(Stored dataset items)
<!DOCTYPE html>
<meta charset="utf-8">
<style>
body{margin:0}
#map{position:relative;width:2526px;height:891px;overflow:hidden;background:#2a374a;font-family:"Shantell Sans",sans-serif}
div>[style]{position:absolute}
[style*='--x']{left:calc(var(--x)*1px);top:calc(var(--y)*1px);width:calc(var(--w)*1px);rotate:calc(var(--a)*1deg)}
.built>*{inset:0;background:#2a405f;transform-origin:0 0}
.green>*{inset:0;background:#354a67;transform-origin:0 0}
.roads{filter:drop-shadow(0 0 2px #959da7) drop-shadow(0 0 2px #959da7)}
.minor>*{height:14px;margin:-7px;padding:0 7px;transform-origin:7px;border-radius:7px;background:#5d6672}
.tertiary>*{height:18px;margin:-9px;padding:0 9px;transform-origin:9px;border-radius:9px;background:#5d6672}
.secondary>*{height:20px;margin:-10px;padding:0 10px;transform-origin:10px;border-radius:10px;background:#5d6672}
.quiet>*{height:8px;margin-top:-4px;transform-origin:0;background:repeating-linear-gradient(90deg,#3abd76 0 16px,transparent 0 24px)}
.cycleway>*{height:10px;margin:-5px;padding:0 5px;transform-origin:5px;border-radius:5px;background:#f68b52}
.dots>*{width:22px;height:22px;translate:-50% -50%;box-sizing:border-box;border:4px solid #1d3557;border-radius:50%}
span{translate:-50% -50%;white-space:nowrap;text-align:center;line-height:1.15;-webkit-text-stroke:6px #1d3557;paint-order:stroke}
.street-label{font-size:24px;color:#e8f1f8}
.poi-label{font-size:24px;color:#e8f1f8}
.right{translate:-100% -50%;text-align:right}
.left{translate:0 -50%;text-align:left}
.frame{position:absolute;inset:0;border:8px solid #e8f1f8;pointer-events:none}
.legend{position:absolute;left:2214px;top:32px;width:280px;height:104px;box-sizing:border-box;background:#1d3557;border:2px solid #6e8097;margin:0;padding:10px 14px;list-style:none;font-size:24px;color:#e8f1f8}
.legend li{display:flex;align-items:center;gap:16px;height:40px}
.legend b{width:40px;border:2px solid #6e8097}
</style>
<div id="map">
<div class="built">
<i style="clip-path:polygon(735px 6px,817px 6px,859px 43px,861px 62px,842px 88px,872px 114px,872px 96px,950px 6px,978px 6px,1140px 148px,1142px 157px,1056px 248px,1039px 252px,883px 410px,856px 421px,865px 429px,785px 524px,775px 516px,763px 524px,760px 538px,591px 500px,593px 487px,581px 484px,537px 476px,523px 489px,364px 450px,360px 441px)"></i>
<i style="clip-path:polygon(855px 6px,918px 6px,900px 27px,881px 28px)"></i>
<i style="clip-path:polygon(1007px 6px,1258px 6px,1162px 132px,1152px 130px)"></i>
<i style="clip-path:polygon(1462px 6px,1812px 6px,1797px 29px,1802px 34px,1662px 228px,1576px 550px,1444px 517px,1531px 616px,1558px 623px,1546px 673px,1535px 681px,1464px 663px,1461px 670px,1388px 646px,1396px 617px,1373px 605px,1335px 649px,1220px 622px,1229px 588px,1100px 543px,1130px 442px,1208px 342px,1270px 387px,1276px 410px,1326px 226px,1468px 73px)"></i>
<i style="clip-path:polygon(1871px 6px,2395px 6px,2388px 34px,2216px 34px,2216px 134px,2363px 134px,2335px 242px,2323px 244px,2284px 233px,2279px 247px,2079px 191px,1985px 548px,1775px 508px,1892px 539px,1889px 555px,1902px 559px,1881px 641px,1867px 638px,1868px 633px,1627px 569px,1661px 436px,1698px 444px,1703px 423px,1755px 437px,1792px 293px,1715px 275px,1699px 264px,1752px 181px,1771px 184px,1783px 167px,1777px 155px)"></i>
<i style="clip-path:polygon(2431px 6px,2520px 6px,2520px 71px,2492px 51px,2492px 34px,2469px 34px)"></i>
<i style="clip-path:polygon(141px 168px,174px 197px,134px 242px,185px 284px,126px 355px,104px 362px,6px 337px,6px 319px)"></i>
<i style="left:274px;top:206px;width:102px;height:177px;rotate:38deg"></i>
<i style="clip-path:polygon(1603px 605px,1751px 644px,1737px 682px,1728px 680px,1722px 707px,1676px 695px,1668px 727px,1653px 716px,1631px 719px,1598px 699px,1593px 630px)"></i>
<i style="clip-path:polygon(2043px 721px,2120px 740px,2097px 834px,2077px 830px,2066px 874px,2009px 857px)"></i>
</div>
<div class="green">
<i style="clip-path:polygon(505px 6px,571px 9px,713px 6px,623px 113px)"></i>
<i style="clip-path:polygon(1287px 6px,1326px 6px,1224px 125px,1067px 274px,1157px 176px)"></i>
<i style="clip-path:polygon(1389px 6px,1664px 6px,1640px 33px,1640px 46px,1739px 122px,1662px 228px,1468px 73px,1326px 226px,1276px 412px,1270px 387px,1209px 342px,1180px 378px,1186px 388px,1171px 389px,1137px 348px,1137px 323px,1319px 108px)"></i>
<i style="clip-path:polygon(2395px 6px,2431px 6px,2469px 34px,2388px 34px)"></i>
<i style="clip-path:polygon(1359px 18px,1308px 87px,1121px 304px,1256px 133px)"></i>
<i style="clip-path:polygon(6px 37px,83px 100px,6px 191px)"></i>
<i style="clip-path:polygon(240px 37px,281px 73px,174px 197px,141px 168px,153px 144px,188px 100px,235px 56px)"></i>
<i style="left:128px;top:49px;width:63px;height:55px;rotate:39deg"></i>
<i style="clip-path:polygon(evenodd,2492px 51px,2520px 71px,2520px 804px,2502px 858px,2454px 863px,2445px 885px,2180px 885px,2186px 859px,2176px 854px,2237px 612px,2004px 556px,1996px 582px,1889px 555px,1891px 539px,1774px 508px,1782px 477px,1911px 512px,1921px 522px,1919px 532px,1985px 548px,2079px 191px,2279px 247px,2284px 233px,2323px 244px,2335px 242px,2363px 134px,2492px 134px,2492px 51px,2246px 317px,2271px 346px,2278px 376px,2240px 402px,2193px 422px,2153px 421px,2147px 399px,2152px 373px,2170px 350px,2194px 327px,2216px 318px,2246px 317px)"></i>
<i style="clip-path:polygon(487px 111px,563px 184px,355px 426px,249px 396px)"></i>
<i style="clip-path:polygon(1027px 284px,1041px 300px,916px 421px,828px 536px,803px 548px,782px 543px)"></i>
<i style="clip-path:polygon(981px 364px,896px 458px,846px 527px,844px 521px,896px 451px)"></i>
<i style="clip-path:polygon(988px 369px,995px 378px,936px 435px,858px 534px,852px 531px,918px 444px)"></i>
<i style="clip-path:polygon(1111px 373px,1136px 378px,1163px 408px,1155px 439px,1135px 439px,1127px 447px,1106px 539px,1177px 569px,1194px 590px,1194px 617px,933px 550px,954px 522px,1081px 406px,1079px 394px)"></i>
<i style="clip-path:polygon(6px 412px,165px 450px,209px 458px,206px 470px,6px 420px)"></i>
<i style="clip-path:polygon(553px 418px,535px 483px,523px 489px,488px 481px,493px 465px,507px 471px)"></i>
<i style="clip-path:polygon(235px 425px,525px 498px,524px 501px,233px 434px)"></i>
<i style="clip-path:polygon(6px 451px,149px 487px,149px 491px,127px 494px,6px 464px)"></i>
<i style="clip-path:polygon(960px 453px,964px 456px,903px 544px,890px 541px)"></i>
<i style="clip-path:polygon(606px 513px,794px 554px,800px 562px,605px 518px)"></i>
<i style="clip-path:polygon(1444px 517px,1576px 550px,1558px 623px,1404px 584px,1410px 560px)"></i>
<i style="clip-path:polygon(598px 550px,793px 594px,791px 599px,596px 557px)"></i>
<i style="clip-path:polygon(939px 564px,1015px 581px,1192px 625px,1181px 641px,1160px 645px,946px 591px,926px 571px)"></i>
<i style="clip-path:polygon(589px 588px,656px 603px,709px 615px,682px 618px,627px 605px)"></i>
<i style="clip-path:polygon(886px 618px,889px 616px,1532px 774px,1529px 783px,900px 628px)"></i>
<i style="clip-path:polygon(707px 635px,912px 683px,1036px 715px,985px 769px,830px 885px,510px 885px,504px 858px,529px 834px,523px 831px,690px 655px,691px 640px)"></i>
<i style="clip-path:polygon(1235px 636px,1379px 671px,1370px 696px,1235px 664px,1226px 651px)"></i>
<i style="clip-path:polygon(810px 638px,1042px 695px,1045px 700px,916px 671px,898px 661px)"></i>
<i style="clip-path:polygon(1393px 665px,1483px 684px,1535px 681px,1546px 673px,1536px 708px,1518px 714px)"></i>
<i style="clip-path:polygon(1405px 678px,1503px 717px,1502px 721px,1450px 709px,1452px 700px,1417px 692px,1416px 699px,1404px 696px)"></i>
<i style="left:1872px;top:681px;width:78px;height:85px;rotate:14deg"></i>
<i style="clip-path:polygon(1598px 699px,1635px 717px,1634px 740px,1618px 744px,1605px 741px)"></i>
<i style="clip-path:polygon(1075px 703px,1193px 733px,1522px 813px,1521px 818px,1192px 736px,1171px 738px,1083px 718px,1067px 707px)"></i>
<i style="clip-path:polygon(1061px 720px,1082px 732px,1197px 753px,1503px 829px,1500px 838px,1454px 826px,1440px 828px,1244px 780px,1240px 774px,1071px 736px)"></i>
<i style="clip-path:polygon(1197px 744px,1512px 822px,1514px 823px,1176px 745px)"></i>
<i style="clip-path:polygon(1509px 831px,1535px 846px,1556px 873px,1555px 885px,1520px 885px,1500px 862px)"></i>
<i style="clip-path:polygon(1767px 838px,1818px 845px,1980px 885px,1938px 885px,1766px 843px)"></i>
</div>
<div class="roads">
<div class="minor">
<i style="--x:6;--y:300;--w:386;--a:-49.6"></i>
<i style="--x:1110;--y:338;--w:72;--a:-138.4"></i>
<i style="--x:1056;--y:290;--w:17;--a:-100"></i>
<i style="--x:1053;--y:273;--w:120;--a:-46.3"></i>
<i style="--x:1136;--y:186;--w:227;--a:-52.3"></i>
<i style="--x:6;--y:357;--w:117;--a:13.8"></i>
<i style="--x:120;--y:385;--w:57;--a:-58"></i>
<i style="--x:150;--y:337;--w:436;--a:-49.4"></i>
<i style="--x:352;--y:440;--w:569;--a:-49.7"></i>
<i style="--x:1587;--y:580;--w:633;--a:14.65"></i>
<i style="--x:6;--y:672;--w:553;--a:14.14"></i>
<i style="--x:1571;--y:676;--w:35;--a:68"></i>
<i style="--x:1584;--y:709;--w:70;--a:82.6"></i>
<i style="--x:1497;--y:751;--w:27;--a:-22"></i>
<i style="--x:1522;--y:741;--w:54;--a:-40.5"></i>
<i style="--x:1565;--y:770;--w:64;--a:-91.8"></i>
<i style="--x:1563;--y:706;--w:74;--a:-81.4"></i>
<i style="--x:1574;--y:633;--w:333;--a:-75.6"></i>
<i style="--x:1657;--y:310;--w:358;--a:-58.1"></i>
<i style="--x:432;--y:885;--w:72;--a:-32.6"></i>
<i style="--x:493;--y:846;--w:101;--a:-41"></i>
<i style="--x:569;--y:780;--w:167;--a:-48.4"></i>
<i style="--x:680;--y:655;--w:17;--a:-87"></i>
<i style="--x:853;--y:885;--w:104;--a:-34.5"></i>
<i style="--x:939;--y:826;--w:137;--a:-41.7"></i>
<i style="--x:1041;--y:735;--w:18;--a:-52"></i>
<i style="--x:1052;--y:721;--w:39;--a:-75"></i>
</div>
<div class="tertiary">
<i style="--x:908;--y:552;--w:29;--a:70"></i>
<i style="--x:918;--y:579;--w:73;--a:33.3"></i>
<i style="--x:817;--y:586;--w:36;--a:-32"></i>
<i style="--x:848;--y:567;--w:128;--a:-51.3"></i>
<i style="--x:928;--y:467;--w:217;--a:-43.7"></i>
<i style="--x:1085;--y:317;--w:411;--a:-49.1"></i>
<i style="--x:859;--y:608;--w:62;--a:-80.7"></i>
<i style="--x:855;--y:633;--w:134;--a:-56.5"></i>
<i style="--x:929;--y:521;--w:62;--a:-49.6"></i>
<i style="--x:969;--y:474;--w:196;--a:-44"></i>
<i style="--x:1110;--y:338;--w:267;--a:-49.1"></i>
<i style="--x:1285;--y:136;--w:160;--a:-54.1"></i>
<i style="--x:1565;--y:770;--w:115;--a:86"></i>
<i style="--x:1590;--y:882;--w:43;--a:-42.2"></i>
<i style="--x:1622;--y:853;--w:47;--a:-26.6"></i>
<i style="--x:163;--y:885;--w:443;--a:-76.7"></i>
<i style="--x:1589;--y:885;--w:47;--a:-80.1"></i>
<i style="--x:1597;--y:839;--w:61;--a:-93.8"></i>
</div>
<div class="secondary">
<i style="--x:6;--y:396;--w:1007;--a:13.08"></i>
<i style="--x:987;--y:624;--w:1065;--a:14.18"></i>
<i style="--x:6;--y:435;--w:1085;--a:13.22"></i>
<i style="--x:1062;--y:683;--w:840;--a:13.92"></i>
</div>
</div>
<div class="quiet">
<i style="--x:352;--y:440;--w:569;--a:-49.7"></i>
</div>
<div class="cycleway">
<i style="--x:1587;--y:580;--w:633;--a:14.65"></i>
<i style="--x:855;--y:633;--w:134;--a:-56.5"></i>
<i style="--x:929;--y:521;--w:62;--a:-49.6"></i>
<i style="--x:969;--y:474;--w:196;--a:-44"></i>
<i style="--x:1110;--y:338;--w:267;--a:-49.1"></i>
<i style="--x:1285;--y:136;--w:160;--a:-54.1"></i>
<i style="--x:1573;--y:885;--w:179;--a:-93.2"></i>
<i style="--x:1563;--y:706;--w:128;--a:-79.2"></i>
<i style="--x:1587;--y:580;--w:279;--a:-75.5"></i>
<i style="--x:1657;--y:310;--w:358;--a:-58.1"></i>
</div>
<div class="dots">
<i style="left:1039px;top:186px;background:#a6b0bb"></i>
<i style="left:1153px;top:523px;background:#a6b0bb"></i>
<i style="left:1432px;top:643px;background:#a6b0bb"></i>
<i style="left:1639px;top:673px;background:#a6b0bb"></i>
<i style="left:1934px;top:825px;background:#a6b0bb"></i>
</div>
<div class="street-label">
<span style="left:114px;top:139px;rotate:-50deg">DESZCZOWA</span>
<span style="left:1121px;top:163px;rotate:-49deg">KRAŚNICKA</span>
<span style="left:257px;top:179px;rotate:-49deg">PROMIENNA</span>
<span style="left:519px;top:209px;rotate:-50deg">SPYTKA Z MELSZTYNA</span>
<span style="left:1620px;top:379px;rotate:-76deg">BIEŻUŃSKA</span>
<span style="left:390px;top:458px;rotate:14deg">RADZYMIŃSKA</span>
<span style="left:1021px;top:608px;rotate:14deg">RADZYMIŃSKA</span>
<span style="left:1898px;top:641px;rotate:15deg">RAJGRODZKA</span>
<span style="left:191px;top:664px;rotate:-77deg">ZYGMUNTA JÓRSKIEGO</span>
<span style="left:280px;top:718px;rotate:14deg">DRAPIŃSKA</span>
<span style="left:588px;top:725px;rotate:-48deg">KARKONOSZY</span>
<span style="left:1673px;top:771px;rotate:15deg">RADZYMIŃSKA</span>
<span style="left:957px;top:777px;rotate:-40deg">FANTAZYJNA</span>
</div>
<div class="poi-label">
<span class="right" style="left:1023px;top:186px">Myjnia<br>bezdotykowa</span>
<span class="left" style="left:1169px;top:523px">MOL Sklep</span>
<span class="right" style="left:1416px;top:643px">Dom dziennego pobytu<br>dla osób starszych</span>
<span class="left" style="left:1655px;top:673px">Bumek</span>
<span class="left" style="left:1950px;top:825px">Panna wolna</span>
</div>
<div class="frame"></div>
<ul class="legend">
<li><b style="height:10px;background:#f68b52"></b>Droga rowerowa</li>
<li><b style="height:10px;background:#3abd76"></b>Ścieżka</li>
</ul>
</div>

** Problem to solve **
Every line in the data that holds the string "inset" should be copied.

** Reply **
.built>*{inset:0;background:#2a405f;transform-origin:0 0}
.green>*{inset:0;background:#354a67;transform-origin:0 0}
.frame{position:absolute;inset:0;border:8px solid #e8f1f8;pointer-events:none}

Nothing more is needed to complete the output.